What to do: Word for word, write out all of the data below.

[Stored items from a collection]
-----

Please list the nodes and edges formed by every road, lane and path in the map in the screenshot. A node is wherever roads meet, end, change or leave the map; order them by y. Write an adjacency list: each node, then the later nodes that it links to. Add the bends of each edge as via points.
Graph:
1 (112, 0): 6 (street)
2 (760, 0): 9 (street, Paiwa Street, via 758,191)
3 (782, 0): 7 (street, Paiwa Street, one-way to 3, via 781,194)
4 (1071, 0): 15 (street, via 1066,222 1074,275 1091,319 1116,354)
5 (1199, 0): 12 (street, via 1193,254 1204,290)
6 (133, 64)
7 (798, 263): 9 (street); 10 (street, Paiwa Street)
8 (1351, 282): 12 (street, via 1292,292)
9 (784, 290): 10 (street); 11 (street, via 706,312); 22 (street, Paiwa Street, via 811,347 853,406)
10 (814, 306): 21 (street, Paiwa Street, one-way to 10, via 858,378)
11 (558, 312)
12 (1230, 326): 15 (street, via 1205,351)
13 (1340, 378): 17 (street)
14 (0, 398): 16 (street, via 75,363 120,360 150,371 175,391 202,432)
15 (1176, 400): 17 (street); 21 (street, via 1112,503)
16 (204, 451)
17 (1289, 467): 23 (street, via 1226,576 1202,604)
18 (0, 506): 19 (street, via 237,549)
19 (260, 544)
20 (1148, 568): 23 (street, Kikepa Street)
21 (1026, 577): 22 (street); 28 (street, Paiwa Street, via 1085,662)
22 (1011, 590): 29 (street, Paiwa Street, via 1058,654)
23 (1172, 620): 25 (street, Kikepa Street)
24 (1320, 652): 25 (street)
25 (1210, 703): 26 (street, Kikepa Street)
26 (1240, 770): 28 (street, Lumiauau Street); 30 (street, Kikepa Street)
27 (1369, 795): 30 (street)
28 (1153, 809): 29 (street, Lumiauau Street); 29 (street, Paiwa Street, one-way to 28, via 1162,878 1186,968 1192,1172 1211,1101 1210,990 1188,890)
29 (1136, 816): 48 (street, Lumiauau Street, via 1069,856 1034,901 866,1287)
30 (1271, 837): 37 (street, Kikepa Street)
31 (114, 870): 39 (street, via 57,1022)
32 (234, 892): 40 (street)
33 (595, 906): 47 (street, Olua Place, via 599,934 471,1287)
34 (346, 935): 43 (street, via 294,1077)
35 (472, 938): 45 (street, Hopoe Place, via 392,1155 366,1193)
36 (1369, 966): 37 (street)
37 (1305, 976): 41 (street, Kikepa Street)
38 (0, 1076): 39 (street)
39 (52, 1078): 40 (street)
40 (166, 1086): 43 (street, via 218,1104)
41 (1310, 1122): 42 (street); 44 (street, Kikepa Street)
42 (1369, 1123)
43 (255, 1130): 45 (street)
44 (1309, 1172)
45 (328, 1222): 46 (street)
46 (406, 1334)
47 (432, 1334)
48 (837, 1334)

-----

Answer space:
Please list the nodes and edges formed by every road, lane and path in the map in the screenshot. A node is wherever roads meet, end, change or leave the map; order them by y. Write an adjacency list: each node, then the later nodes that it links to. Add the bends of each edge as via points.
Graph:
1 (112, 0): 6 (street)
2 (760, 0): 9 (street, Paiwa Street, via 758,191)
3 (782, 0): 7 (street, Paiwa Street, one-way to 3, via 781,194)
4 (1071, 0): 15 (street, via 1066,222 1074,275 1091,319 1116,354)
5 (1199, 0): 12 (street, via 1193,254 1204,290)
6 (133, 64)
7 (798, 263): 9 (street); 10 (street, Paiwa Street)
8 (1351, 282): 12 (street, via 1292,292)
9 (784, 290): 10 (street); 11 (street, via 706,312); 22 (street, Paiwa Street, via 811,347 853,406)
10 (814, 306): 21 (street, Paiwa Street, one-way to 10, via 858,378)
11 (558, 312)
12 (1230, 326): 15 (street, via 1205,351)
13 (1340, 378): 17 (street)
14 (0, 398): 16 (street, via 75,363 120,360 150,371 175,391 202,432)
15 (1176, 400): 17 (street); 21 (street, via 1112,503)
16 (204, 451)
17 (1289, 467): 23 (street, via 1226,576 1202,604)
18 (0, 506): 19 (street, via 237,549)
19 (260, 544)
20 (1148, 568): 23 (street, Kikepa Street)
21 (1026, 577): 22 (street); 28 (street, Paiwa Street, via 1085,662)
22 (1011, 590): 29 (street, Paiwa Street, via 1058,654)
23 (1172, 620): 25 (street, Kikepa Street)
24 (1320, 652): 25 (street)
25 (1210, 703): 26 (street, Kikepa Street)
26 (1240, 770): 28 (street, Lumiauau Street); 30 (street, Kikepa Street)
27 (1369, 795): 30 (street)
28 (1153, 809): 29 (street, Lumiauau Street); 29 (street, Paiwa Street, one-way to 28, via 1162,878 1186,968 1192,1172 1211,1101 1210,990 1188,890)
29 (1136, 816): 48 (street, Lumiauau Street, via 1069,856 1034,901 866,1287)
30 (1271, 837): 37 (street, Kikepa Street)
31 (114, 870): 39 (street, via 57,1022)
32 (234, 892): 40 (street)
33 (595, 906): 47 (street, Olua Place, via 599,934 471,1287)
34 (346, 935): 43 (street, via 294,1077)
35 (472, 938): 45 (street, Hopoe Place, via 392,1155 366,1193)
36 (1369, 966): 37 (street)
37 (1305, 976): 41 (street, Kikepa Street)
38 (0, 1076): 39 (street)
39 (52, 1078): 40 (street)
40 (166, 1086): 43 (street, via 218,1104)
41 (1310, 1122): 42 (street); 44 (street, Kikepa Street)
42 (1369, 1123)
43 (255, 1130): 45 (street)
44 (1309, 1172)
45 (328, 1222): 46 (street)
46 (406, 1334)
47 (432, 1334)
48 (837, 1334)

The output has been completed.